■ WHAT THE EXERCISE ASKS: An exact transcription of all the entries below is required.

DATASET ENTRIES Start Marker

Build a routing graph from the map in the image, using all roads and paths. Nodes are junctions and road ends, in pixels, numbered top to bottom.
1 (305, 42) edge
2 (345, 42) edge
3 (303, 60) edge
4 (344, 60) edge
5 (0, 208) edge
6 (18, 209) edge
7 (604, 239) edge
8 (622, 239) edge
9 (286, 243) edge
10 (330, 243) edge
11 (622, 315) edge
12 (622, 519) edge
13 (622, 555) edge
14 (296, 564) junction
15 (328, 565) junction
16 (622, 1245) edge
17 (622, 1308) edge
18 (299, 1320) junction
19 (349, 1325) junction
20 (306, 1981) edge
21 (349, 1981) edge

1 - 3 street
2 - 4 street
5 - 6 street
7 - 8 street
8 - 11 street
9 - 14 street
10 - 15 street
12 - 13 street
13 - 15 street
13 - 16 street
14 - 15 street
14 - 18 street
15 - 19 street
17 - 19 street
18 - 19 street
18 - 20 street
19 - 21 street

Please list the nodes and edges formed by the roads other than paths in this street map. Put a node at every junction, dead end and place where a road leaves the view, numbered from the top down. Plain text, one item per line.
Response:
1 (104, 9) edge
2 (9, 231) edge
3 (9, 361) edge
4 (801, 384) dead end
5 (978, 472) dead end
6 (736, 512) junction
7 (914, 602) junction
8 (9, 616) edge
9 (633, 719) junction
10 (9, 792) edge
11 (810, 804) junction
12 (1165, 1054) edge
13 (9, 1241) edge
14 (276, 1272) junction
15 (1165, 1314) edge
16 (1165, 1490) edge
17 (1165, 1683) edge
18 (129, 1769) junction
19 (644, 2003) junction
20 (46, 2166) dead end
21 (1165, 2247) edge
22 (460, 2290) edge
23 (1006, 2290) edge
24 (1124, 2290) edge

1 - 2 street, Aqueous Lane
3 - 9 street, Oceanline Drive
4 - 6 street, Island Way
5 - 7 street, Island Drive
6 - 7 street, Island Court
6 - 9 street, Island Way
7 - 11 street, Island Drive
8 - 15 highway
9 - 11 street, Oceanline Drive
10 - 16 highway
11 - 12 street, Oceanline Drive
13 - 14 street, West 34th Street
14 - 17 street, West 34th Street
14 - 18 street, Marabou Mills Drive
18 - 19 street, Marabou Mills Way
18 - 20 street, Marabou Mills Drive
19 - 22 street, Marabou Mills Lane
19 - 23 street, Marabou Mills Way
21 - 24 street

DATASET ENTRIES End Marker

■ RESULT BELOW:
Build a routing graph from the map in the image, using all roads and paths. Nodes are junctions and road ends, in pixels, numbered top to bottom.
1 (305, 42) edge
2 (345, 42) edge
3 (303, 60) edge
4 (344, 60) edge
5 (0, 208) edge
6 (18, 209) edge
7 (604, 239) edge
8 (622, 239) edge
9 (286, 243) edge
10 (330, 243) edge
11 (622, 315) edge
12 (622, 519) edge
13 (622, 555) edge
14 (296, 564) junction
15 (328, 565) junction
16 (622, 1245) edge
17 (622, 1308) edge
18 (299, 1320) junction
19 (349, 1325) junction
20 (306, 1981) edge
21 (349, 1981) edge

1 - 3 street
2 - 4 street
5 - 6 street
7 - 8 street
8 - 11 street
9 - 14 street
10 - 15 street
12 - 13 street
13 - 15 street
13 - 16 street
14 - 15 street
14 - 18 street
15 - 19 street
17 - 19 street
18 - 19 street
18 - 20 street
19 - 21 street

Please list the nodes and edges formed by the roads other than paths in this street map. Put a node at every junction, dead end and place where a road leaves the view, numbered from the top down. Plain text, one item per line.
Response:
1 (104, 9) edge
2 (9, 231) edge
3 (9, 361) edge
4 (801, 384) dead end
5 (978, 472) dead end
6 (736, 512) junction
7 (914, 602) junction
8 (9, 616) edge
9 (633, 719) junction
10 (9, 792) edge
11 (810, 804) junction
12 (1165, 1054) edge
13 (9, 1241) edge
14 (276, 1272) junction
15 (1165, 1314) edge
16 (1165, 1490) edge
17 (1165, 1683) edge
18 (129, 1769) junction
19 (644, 2003) junction
20 (46, 2166) dead end
21 (1165, 2247) edge
22 (460, 2290) edge
23 (1006, 2290) edge
24 (1124, 2290) edge

1 - 2 street, Aqueous Lane
3 - 9 street, Oceanline Drive
4 - 6 street, Island Way
5 - 7 street, Island Drive
6 - 7 street, Island Court
6 - 9 street, Island Way
7 - 11 street, Island Drive
8 - 15 highway
9 - 11 street, Oceanline Drive
10 - 16 highway
11 - 12 street, Oceanline Drive
13 - 14 street, West 34th Street
14 - 17 street, West 34th Street
14 - 18 street, Marabou Mills Drive
18 - 19 street, Marabou Mills Way
18 - 20 street, Marabou Mills Drive
19 - 22 street, Marabou Mills Lane
19 - 23 street, Marabou Mills Way
21 - 24 street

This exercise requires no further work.